| What is required |
Look through the entries that follow and return each line that has the string "Callano".

| Source material |

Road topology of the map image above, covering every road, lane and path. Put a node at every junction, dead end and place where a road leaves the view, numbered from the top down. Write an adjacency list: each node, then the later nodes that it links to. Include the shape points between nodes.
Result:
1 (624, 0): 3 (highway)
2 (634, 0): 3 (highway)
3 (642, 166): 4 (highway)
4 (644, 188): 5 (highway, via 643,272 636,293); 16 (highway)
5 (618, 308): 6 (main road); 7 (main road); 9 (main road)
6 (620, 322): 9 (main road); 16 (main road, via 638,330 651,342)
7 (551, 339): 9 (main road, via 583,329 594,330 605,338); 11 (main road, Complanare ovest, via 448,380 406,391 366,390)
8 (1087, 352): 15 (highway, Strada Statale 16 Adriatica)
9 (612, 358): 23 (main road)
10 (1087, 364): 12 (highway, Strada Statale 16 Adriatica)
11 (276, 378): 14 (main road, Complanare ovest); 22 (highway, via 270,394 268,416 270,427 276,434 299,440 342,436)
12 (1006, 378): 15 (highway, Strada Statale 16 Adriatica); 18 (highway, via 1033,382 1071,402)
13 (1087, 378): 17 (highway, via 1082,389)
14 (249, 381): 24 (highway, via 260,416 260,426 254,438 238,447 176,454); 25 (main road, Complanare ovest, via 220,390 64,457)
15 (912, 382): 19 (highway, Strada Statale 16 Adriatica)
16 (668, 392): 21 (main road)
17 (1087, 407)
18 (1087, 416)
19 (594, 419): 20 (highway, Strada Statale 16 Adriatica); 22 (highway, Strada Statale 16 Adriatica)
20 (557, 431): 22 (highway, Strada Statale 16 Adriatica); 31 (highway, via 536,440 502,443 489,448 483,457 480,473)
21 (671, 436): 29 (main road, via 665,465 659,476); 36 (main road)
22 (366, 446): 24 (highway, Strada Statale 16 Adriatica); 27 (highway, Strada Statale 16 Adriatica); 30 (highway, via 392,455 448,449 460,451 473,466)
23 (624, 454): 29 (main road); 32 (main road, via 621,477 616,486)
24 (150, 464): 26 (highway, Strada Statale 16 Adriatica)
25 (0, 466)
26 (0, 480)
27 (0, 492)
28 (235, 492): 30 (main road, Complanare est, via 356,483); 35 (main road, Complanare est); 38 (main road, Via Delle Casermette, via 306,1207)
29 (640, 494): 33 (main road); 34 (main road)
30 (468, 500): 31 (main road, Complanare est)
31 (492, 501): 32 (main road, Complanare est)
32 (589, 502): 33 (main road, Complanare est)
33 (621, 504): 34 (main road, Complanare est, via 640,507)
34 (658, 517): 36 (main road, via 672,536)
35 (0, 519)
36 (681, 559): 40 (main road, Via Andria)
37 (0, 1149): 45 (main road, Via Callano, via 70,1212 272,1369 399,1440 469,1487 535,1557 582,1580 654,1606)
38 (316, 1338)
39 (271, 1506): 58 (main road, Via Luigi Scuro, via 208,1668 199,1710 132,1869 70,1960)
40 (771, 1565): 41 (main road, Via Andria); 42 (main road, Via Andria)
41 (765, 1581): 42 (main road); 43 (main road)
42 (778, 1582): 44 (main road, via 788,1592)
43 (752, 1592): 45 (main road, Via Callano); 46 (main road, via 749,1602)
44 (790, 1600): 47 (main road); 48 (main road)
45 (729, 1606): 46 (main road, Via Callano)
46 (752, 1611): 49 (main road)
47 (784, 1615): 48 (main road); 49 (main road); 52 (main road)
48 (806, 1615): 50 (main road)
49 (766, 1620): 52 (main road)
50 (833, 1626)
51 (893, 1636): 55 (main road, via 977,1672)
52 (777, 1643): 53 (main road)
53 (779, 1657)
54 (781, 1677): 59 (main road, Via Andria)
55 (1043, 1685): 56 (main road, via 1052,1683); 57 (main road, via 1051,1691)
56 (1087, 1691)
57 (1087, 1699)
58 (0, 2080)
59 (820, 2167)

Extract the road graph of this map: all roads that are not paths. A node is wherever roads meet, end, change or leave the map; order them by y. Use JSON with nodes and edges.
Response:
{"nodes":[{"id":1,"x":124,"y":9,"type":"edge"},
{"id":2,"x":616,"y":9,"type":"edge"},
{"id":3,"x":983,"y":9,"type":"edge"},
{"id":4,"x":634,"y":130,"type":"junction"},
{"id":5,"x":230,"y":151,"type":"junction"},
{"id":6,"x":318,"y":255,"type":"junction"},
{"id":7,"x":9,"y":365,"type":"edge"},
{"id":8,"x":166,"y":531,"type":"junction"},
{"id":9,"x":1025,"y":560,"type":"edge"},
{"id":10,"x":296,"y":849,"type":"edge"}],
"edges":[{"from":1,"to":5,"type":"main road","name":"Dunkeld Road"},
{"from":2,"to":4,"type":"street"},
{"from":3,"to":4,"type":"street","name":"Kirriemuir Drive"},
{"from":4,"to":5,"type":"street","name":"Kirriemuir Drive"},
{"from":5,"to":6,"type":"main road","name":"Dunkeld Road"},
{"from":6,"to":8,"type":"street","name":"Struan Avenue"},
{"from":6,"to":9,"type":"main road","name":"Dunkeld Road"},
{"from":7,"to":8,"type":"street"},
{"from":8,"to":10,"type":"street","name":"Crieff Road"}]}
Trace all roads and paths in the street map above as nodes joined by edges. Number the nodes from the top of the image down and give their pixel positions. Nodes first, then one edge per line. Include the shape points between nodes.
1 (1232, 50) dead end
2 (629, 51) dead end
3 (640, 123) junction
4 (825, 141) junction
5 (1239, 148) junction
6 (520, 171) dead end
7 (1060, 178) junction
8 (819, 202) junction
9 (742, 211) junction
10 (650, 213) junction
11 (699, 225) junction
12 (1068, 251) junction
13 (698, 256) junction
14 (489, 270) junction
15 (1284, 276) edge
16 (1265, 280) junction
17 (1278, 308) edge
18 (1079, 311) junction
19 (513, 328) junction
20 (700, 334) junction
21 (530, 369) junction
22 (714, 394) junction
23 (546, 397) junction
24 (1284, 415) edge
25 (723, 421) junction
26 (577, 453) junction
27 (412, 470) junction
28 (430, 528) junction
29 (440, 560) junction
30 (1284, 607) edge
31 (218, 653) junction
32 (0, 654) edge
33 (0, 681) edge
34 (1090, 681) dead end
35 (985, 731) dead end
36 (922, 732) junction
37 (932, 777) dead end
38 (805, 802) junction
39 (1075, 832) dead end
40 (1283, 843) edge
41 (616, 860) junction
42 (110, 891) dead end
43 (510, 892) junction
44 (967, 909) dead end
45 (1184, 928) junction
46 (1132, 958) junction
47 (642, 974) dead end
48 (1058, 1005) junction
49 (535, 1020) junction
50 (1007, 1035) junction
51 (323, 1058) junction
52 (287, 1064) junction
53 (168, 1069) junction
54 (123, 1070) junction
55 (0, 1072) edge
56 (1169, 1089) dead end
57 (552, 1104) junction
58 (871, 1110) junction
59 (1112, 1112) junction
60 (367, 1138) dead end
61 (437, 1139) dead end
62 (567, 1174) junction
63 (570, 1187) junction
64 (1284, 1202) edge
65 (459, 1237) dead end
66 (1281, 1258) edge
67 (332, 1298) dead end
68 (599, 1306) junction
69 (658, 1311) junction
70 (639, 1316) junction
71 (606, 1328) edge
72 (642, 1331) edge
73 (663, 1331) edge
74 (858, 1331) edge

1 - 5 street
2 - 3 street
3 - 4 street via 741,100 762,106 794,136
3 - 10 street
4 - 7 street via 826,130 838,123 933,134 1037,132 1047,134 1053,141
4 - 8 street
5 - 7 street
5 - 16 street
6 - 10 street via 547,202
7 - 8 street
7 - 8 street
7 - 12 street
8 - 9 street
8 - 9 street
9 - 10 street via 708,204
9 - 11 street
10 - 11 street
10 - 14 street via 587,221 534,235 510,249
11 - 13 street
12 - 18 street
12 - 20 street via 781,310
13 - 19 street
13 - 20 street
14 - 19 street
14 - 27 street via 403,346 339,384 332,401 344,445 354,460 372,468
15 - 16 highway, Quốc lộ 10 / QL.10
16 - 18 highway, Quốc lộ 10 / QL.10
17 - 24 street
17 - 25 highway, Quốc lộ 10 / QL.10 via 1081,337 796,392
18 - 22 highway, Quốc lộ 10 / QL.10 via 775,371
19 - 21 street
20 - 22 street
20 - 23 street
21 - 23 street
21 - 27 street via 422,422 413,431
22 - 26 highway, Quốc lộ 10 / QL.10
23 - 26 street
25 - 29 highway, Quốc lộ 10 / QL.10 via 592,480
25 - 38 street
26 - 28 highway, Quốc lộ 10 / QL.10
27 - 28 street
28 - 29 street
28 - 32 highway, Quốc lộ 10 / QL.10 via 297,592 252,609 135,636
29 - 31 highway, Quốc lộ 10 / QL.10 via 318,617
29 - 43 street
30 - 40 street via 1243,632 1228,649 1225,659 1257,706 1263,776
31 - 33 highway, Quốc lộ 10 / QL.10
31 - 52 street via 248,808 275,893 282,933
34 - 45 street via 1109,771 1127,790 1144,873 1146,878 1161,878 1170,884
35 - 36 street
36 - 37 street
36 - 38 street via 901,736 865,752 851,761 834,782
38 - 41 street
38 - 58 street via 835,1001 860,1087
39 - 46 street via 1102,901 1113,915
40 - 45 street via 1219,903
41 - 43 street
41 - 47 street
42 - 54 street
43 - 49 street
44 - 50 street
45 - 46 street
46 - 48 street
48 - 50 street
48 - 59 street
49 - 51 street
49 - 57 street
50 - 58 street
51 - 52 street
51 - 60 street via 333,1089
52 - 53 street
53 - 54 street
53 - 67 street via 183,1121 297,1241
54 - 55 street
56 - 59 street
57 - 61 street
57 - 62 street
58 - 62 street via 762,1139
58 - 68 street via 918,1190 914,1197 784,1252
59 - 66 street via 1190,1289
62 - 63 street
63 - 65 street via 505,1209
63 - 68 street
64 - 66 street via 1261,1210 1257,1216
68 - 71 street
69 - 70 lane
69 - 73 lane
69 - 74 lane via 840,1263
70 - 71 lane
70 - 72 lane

| Exercise response |
37 (0, 1149): 45 (main road, Via Callano, via 70,1212 272,1369 399,1440 469,1487 535,1557 582,1580 654,1606)
43 (752, 1592): 45 (main road, Via Callano); 46 (main road, via 749,1602)
45 (729, 1606): 46 (main road, Via Callano)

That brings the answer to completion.